Description
Need a tasty idea for a quick lunch? Try Pla Goong, a spicy Thai shrimp salad full of flavor. It has fresh herbs, big juicy shrimp, and spicy Thai chili peppers. The dressing is tangy and spicy too.
Ingredients
Scale
- 1 1/2 pound large jumbo shrimp, tail on but shell peeled, deveined, and heads off.
- 1 1/2 tablespoons Thai Nam Prik Pao PLUS 1/2 tablespoon of the oil part that floats to the top. Make sure to use 1/2 tablespoon less for a less spicy taste. Or use store-bought paste here
- 1/3 cup shallot, sliced long and thin
- 2 stalks green onion, chopped small
- 1/3 cup mint leaves, roughly chopped.
- 2 tablespoons cilantro, chopped into 2/3 inch pieces.
- 1 stalk lemongrass, minced very fine. Use only the 4-5 inches of the bottom part
- 3 Kaffir lime leaves, julienned
- 1-10 Thai bird’s eye chilis. Adjust according to spicy tolerance level.
- 1 tablespoon fish sauce, Squid or Mega Chef brand
- 2 1/2 tablespoons lime juice. More as needed
- 1 teaspoon sugar
- 4 cloves of garlic, minced
Instructions
- Prepare shrimp by peeling, deveining, and removing heads. Rinse with cold water, towel dry, and set aside until the water is ready.
- Bring a medium pot of water to a boil. Use a few cups of water to cover the shrimp when cooking. Add the shrimp and cook for -2 minutes, depending on how rare you like your shrimp. Don't overcook it. No more than 3-4 mintues. Remove the shrimp with a slotted spoon and let cool.
- While the shrimp are cooling, make the salad dressing in a medium bowl by combining Nam Prik Pao (Thai chili paste), garlic, chilis, sugar, and fish sauce.
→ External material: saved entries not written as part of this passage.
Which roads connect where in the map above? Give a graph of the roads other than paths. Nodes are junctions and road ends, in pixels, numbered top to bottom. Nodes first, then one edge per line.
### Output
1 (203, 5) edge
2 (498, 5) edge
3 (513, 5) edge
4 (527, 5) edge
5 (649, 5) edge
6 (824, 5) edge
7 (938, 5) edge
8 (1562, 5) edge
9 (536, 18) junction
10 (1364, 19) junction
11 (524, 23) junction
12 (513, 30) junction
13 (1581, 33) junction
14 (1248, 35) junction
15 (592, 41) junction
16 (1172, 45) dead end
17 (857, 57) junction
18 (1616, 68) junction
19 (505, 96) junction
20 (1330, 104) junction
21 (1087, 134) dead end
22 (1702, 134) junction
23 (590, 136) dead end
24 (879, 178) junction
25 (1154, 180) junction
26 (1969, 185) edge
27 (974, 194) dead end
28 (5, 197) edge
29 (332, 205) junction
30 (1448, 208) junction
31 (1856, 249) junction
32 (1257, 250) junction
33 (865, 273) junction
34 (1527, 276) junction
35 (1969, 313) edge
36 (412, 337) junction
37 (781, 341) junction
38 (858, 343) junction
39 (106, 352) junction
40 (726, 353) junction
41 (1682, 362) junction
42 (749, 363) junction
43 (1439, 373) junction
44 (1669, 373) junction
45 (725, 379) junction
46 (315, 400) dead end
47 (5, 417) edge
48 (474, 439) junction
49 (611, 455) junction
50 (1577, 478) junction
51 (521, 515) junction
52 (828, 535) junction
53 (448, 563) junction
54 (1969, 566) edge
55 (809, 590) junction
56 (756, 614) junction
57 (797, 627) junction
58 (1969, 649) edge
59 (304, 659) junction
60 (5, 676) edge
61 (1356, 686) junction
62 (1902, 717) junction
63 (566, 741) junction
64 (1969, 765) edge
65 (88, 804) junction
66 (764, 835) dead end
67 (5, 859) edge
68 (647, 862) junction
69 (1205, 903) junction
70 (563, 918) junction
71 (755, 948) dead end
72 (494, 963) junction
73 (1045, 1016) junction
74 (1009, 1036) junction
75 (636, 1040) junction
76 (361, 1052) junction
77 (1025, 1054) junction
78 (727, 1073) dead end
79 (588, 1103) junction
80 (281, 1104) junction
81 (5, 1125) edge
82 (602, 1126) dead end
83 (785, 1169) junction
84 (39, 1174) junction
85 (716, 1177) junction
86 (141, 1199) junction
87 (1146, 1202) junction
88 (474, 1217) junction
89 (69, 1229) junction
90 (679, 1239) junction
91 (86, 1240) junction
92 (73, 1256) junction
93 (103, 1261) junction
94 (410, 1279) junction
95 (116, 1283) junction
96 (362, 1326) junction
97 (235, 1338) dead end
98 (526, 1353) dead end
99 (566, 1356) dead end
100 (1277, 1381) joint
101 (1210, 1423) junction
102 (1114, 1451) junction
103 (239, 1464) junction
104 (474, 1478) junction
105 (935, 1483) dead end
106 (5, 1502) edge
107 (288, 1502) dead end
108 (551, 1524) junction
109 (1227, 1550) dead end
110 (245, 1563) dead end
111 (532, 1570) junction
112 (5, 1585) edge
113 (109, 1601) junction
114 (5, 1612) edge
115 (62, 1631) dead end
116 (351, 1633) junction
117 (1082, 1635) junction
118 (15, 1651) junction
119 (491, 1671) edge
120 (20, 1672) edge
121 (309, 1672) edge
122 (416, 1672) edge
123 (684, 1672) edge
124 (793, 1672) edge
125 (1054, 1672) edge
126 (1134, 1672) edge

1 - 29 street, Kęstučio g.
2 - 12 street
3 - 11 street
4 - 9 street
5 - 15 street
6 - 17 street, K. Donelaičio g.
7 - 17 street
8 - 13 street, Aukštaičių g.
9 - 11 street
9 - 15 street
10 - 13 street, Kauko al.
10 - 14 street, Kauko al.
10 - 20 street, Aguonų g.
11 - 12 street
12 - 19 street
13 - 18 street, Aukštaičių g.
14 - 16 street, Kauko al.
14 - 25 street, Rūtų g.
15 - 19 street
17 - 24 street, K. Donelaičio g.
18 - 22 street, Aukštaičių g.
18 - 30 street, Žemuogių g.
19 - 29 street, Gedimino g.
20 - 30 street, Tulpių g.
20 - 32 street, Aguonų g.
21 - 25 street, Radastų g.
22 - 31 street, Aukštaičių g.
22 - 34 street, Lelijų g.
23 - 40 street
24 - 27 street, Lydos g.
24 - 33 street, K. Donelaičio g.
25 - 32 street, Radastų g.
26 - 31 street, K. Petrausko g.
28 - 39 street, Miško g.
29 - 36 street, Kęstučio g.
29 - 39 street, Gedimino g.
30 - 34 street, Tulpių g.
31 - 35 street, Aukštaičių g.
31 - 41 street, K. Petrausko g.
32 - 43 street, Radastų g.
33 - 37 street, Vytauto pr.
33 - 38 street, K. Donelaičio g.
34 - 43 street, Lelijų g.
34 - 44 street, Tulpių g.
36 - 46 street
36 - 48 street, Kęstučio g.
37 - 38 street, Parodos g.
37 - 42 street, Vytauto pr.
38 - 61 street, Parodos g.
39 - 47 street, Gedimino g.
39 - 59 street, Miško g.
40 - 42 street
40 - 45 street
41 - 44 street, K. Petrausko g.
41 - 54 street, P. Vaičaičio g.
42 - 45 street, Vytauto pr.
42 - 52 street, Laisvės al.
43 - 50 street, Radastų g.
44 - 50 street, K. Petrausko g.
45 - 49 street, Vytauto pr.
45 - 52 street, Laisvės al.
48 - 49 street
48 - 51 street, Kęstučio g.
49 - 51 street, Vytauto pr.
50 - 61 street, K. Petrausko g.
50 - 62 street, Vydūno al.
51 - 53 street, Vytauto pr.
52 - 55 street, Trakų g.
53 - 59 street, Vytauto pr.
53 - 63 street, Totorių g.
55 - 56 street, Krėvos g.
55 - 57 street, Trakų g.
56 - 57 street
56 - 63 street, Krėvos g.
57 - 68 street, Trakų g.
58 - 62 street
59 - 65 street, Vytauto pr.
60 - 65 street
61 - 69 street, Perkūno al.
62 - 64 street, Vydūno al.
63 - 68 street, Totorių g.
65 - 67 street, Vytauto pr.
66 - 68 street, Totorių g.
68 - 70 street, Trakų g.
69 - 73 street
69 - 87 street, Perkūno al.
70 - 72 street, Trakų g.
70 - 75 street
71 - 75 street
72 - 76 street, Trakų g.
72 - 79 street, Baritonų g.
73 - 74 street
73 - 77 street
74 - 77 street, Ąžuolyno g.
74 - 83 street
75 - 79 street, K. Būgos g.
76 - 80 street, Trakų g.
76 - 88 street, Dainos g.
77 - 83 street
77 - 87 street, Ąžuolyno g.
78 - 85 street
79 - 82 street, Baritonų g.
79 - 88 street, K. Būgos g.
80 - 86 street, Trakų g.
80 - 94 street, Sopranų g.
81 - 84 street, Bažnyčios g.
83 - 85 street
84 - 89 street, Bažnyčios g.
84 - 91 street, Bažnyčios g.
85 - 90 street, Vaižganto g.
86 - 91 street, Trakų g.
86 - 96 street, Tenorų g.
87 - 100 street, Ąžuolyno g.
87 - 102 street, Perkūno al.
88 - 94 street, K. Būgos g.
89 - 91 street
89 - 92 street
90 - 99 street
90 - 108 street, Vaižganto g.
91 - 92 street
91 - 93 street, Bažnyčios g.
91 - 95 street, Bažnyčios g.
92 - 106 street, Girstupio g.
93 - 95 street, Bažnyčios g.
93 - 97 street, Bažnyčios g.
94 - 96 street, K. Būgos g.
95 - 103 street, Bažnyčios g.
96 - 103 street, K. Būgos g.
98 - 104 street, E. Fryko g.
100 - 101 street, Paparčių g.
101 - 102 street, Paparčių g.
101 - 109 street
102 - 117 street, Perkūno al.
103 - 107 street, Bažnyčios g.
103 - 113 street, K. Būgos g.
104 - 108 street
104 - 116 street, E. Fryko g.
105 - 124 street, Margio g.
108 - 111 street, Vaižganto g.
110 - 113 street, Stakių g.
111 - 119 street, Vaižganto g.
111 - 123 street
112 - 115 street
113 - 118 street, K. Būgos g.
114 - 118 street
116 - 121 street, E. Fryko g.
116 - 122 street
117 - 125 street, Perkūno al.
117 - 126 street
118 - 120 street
Mix well until sugar mostly dissolves. Set aside.
- Add the shrimp to the salad dressing in the mixing bowl. Stir and taste. It's so good! It's practically done here if you want, but let's keep going!
- Add the rest of the ingredients to the bowl using shallot, green onion, mint, cilantro, lemongrass, and kaffir lime leaves. Toss and adjust the seasoning with lime juice, fish sauce, or sugar. Done!
Serve fresh with chopped lettuce, cabbage, or sliced cucumbers.
Notes
- You can omit the herbs if you have a picky eater who doesn't like greens. It's so tasty, with or without
- Double up and make extra dressing to drizzle more on the side over some hot rice or a platter of fresh vegetables you can use to serve Pla Goong.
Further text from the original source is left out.